When I got my first bill, I discovered that I was being charged for the feature.  It was more than 80 dollars extra on my first bill.

I called Sprint, and was told sorry, there was nothing they could do.

I called again.  Same story.

Went to the store.  Same story.

So.

I looked on line for the corporate offices of sprint.  Found several people listed with their emails.  

I searched for CEO of Sprint, used the same formatting and sent him an email.  

I was very nice, explained the situation and ended the email with, “You spend millions of dollars every day trying to capture one customer, and yet you are willing to lose that customer over 89 dollars.”

By lunch time the following day, I had gotten an email from the CEO’s assistant asking me to give her a call.  I did.  The problem was fixed.  And I stayed with them until I moved back from San Diego several years later.  

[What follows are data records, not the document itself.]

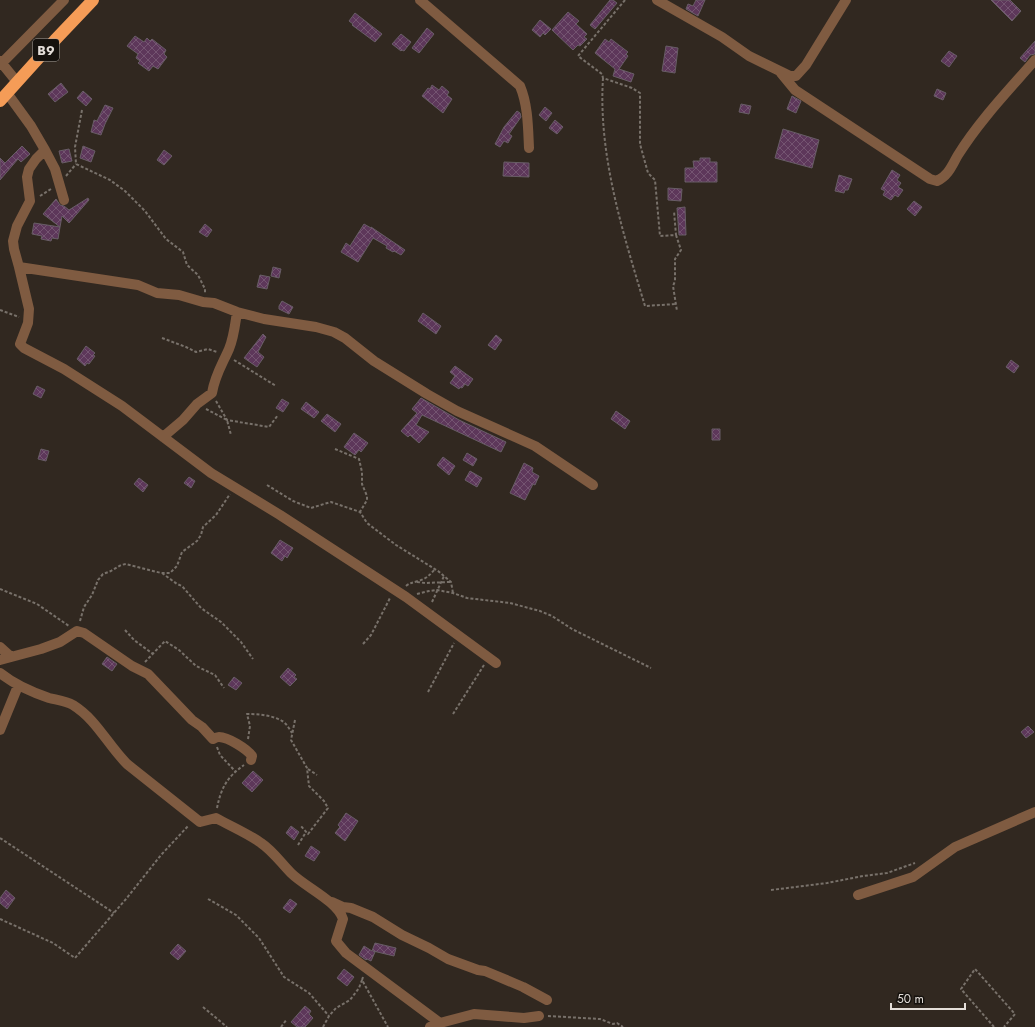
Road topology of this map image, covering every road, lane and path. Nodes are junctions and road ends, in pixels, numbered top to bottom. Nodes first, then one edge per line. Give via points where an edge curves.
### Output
1 (64, 0) edge
2 (93, 0) edge
3 (420, 0) edge
4 (625, 0) edge
5 (657, 0) edge
6 (846, 0) edge
7 (1035, 60) edge
8 (1, 63) edge
9 (781, 73) junction
10 (603, 78) junction
11 (17, 82) junction
12 (4, 97) edge
13 (82, 110) dead end
14 (529, 148) dead end
15 (45, 150) junction
16 (64, 200) dead end
17 (674, 211) dead end
18 (676, 235) junction
19 (19, 267) junction
20 (203, 302) junction
21 (676, 304) junction
22 (0, 310) edge
23 (678, 311) dead end
24 (237, 312) junction
25 (28, 319) junction
26 (212, 393) junction
27 (198, 404) junction
28 (278, 415) dead end
29 (227, 420) junction
30 (231, 435) dead end
31 (163, 437) junction
32 (335, 449) dead end
33 (267, 484) dead end
34 (593, 485) dead end
35 (233, 488) junction
36 (360, 512) junction
37 (161, 573) junction
38 (444, 576) junction
39 (417, 582) dead end
40 (451, 582) junction
41 (440, 583) junction
42 (0, 589) edge
43 (437, 590) junction
44 (453, 593) junction
45 (406, 597) junction
46 (432, 602) dead end
47 (125, 630) dead end
48 (77, 632) junction
49 (458, 635) junction
50 (0, 647) edge
51 (153, 654) junction
52 (11, 657) junction
53 (252, 659) dead end
54 (0, 660) edge
55 (492, 660) joint
56 (651, 668) dead end
57 (140, 671) junction
58 (0, 672) edge
59 (18, 686) junction
60 (224, 688) dead end
61 (428, 692) dead end
62 (453, 714) dead end
63 (295, 720) dead end
64 (0, 730) edge
65 (292, 733) junction
66 (213, 739) junction
67 (250, 756) junction
68 (307, 768) junction
69 (235, 771) junction
70 (317, 775) dead end
71 (1035, 812) edge
72 (216, 818) junction
73 (195, 819) junction
74 (300, 825) dead end
75 (306, 832) junction
76 (0, 838) edge
77 (298, 845) dead end
78 (919, 862) dead end
79 (771, 890) dead end
80 (858, 895) dead end
81 (323, 898) junction
82 (208, 899) dead end
83 (351, 908) junction
84 (114, 912) junction
85 (0, 919) edge
86 (343, 919) junction
87 (364, 966) junction
88 (362, 980) junction
89 (547, 1000) dead end
90 (203, 1007) dead end
91 (329, 1016) junction
92 (539, 1016) joint
93 (287, 1019) dead end
94 (440, 1023) junction
95 (227, 1027) edge
96 (281, 1027) edge
97 (323, 1027) edge
98 (388, 1027) edge
99 (430, 1027) edge
100 (623, 1027) edge
101 (994, 1027) edge
102 (1004, 1027) edge

1 - 8 street
2 - 11 highway, B9
3 - 14 street via 520,86 528,123
4 - 10 path via 578,56 602,74
5 - 9 street
6 - 9 street via 800,72 796,76
7 - 9 street via 974,131 947,174 937,181 821,109 795,90
8 - 11 street
10 - 18 path via 640,93 640,144 648,173 655,180 660,236
10 - 21 path via 603,129 617,206 644,306
11 - 12 highway, B9
12 - 15 street via 31,126
13 - 20 path via 74,147 76,164 110,180 125,191 145,211 166,239 183,252 188,265 198,275 205,289
15 - 16 street via 55,169
15 - 19 street via 29,169 27,177 30,201 17,226 13,241
17 - 18 path
18 - 21 path via 681,250 675,259 673,286
19 - 20 street via 138,285 157,293 179,295
19 - 25 street via 29,309
20 - 24 street via 214,303
21 - 23 path
22 - 25 path
24 - 26 street via 233,337 214,380
24 - 34 street via 334,332 421,390 457,411 535,446
25 - 31 street via 20,344 24,348 101,392
26 - 27 street
26 - 29 path
27 - 29 path
27 - 31 street
28 - 29 path via 269,427
29 - 30 path
31 - 35 street
32 - 36 path via 359,459 362,484 367,496
33 - 36 path via 293,501 311,508 331,502
35 - 37 path via 216,515 203,527 197,541 182,552 176,566 170,573
35 - 45 street via 286,519
36 - 38 path via 367,523
37 - 48 path via 126,564 103,574 84,607
37 - 53 path via 182,586 201,608 221,622 241,642
38 - 40 path
38 - 41 path
39 - 41 path
40 - 41 path
40 - 44 path
41 - 43 path
42 - 48 path via 37,604
43 - 44 path
43 - 45 path
43 - 46 path
44 - 56 path via 467,598 510,603 540,611
45 - 49 street
47 - 51 path
48 - 52 street via 60,642
48 - 57 street via 84,633
49 - 55 street
49 - 61 path
50 - 52 street
51 - 57 path
51 - 60 path via 165,641 196,666 216,674
52 - 54 street
55 - 62 path
57 - 66 street via 148,674
58 - 59 street
59 - 64 street
59 - 73 street via 72,704 90,717 127,764
63 - 65 path
65 - 67 path via 281,720 260,714 247,714 250,726
65 - 68 path via 291,740
66 - 67 street via 220,737 239,745
66 - 69 path via 220,755
67 - 69 path
68 - 70 path
68 - 75 path via 309,786 328,808 308,834
69 - 72 path via 227,779 219,798
71 - 80 street via 955,846 913,877
72 - 73 street via 200,822
72 - 81 street via 260,842 292,874
73 - 84 path
74 - 75 path
75 - 77 path
76 - 84 path
78 - 79 path via 887,873 827,884
81 - 83 street via 343,908
81 - 86 street
82 - 91 path via 236,915 259,938 284,977 309,993
83 - 86 street
83 - 89 street via 373,917 448,959 485,971
84 - 85 path via 75,958 53,943
86 - 87 street via 336,942
87 - 88 path
87 - 94 street
88 - 91 path via 350,1000 336,1008
88 - 98 path
90 - 95 path
91 - 97 path
92 - 94 street via 524,1018 474,1014
92 - 100 path via 600,1019
93 - 96 path
94 - 99 street
101 - 102 path via 961,990 975,969 1015,1014

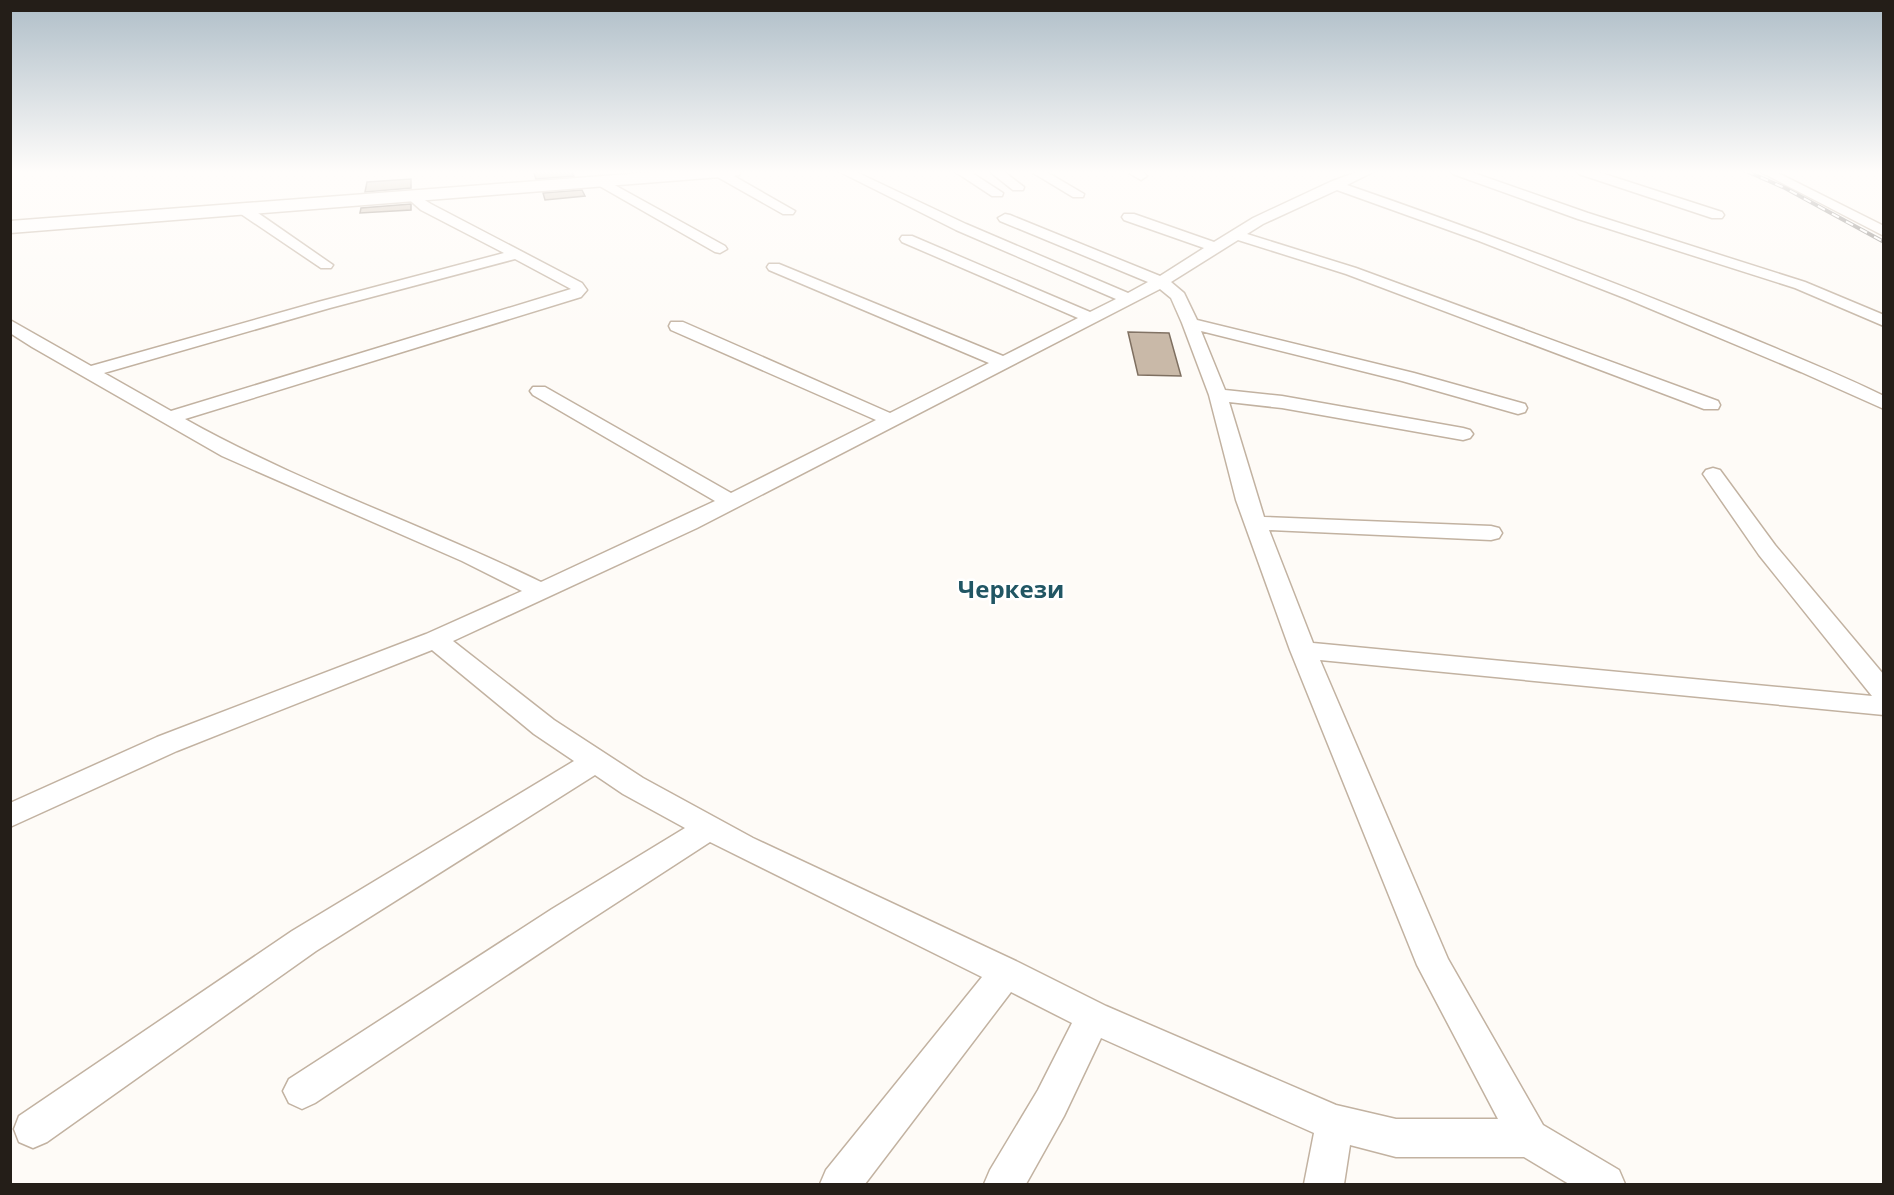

Back to my original story.

Tonight.

When I sent my last email to the linen company.

I cc’d the entire corporate executive team.  CEO.  CFO.  Director of Marketing.  Human Resources Director.  Executive Director of Operations.  The whole team.  9 people in total.  

I was nice.  But stern and explained that it was troubling that no one would contact me about cancelling our agreement.  

2 emails bounced back.  7 did not, meaning that they went to the people I sent them to. 

I’m not trying to get anyone in trouble.  

We are in a contract with the old company, and have an out, built in, but we have to follow rules to do so.  I have not idea what legally they need from us.  It’s disconcerting that after 30 days of trying, I’m no closer to formally cancelling the account than when I started.  

I’ll keep you updated when I know more.